Linguaggio Verbale e Non Verbale

12 Dicembre 2024 | Approfondimento psicologico

Il linguaggio verbale e non verbale, nel contesto del web e dei reati sessuali digitali, assume un ruolo cruciale sia per la prevenzione che per l’analisi di tali fenomeni.

Ruolo del Linguaggio Verbale nei Reati Sessuali Digitali

Nel contesto dei reati sessuali digitali (es. sextortion, revenge porn), il linguaggio verbale svolge funzioni chiave:

  • Manipolazione e persuasione: Gli autori di reati sessuali digitali spesso utilizzano strategie linguistiche manipolative, come:
    • Creazione di un senso di fiducia (es. linguaggio empatico, uso del “tu”).
    • Incremento graduale dell’intimità (attraverso domande personali o riferimenti a tematiche sensibili).
    • Induzione del senso di colpa o paura (es. minacce implicite o esplicite, come “se non fai X, succederà Y”).
  • Segnali di vulnerabilità della vittima: Dal punto di vista psicologico, il linguaggio delle vittime può tradire insicurezze o disponibilità emotiva che vengono sfruttate dai predatori online.
  • Analisi del linguaggio: Gli psicologi e i criminologi utilizzano strumenti di analisi linguistica per identificare pattern di coercizione, controllo e dipendenza emotiva nei dialoghi online.

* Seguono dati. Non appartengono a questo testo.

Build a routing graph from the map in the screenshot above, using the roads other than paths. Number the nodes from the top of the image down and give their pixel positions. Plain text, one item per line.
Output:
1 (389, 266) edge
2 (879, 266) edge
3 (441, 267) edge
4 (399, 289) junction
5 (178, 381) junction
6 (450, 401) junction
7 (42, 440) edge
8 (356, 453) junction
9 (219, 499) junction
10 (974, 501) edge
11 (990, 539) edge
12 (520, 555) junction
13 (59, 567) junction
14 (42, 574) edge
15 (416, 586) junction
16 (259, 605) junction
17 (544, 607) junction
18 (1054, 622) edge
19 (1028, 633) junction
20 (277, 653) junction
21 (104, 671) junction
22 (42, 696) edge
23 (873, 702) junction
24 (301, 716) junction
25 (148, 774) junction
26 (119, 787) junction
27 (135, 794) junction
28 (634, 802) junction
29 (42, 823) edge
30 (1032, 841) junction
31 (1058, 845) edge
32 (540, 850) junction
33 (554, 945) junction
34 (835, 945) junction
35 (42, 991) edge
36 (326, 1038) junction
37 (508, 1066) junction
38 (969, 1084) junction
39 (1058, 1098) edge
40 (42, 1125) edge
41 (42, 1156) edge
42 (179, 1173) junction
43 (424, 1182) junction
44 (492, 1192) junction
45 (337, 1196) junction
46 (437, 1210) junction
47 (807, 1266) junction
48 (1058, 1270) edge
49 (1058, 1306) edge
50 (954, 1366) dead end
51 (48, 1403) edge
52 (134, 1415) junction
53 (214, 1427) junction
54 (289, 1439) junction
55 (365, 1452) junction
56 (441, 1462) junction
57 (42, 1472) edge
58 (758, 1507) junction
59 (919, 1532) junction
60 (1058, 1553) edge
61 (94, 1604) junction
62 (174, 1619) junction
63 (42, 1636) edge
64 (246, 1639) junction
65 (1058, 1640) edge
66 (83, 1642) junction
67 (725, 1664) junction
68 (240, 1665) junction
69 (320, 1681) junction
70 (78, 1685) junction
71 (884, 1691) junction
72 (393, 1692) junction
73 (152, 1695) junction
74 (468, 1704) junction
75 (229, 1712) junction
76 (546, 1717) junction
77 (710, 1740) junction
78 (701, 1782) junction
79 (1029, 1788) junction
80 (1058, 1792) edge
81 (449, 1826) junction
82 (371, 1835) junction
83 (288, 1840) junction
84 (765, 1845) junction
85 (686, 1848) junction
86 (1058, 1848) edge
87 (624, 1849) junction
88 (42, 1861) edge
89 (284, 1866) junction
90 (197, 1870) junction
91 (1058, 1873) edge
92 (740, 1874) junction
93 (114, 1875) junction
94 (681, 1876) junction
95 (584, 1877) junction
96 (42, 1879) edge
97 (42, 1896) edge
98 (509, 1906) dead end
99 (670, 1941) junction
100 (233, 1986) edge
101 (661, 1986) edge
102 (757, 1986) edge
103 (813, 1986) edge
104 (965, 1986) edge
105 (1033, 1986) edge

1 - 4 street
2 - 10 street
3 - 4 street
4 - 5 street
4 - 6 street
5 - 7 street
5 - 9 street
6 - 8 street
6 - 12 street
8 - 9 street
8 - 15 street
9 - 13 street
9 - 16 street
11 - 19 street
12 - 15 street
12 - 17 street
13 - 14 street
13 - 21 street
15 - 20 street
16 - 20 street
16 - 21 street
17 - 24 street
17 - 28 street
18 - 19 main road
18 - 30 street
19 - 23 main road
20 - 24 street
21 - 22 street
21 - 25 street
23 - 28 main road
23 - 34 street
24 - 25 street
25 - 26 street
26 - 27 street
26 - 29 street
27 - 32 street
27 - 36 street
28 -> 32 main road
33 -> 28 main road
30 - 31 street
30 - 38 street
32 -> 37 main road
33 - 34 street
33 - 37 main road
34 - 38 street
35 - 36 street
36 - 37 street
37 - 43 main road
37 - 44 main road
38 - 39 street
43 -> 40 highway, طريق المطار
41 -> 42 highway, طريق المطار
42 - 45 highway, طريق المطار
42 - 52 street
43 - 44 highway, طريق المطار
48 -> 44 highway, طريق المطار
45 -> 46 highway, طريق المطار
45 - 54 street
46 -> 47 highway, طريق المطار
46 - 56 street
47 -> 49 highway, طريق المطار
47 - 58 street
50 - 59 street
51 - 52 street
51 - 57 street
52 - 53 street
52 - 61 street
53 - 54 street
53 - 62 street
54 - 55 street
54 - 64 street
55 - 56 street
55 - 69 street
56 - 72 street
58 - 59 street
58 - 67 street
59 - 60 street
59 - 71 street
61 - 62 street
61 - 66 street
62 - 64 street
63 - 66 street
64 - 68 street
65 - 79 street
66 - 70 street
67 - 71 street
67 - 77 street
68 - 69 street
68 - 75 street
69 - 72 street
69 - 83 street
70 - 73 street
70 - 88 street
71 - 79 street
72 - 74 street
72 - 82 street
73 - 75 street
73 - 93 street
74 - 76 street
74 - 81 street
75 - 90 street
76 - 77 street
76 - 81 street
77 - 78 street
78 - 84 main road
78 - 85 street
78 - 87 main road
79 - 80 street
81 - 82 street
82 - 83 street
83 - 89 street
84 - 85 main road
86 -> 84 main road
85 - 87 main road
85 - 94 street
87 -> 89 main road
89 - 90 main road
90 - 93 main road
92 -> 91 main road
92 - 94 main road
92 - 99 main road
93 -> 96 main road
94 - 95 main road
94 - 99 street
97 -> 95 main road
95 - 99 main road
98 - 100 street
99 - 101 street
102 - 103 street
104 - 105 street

Linguaggio Non Verbale Digitale

Sebbene il web limiti l’accesso ai segnali corporei tipici del linguaggio non verbale, questi vengono comunque espressi in modo digitale, per esempio tramite:

  • Emoji e punteggiatura: L’uso di simboli e segni grafici può trasmettere emozioni, intimità o minaccia, come:
    • Emozioni positive per guadagnare fiducia (es. , ).
    • Emozioni negative per intimidire (es. , messaggi in MAIUSCOLO).
  • Tempistiche delle risposte: Ritardi o messaggi inviati rapidamente possono rivelare stati emotivi o dinamiche di potere.
  • Scelta dei media: Invio di foto o video intimi rappresenta una forma di linguaggio non verbale usata spesso in dinamiche coercitive.

Applicazioni nei Reati Digitali

  • Sextortion e revenge porn:
    • Ricatto emotivo: Attraverso frasi e comportamenti, gli autori instaurano un ciclo di paura e vergogna, rendendo le vittime incapaci di reagire.
    • Disumanizzazione: Spesso il linguaggio nei reati di revenge porn include insulti o commenti degradanti, rafforzando il potere dell’aggressore.
  • Cyberstalking e controllo:
    • Monitoraggio linguistico: Gli aggressori seguono ogni interazione digitale della vittima, usando anche segnali linguistici per intimidire (es. “so dove sei”).

Educazione al Linguaggio Digitale

Gli psicologi possono:

  • Promuovere consapevolezza sui segnali di manipolazione verbale e non verbale.
  • Insegnare strategie per riconoscere richieste inappropriate o comportamenti predatori.

Supporto Psicologico alle Vittime

  • Ristrutturazione cognitiva: Aiutare le vittime a comprendere i meccanismi di manipolazione per ridurre la colpa e la vergogna.
  • Riabilitazione emotiva: Rafforzare l’autostima compromessa e ricostruire il senso di sicurezza.

Il linguaggio verbale e non verbale nel web rappresenta un’importante area di studio per comprendere e contrastare i reati sessuali digitali. La psicologia offre strumenti utili per analizzare i messaggi, educare le persone ai rischi e supportare le vittime, contribuendo così alla creazione di un ambiente digitale più sicuro.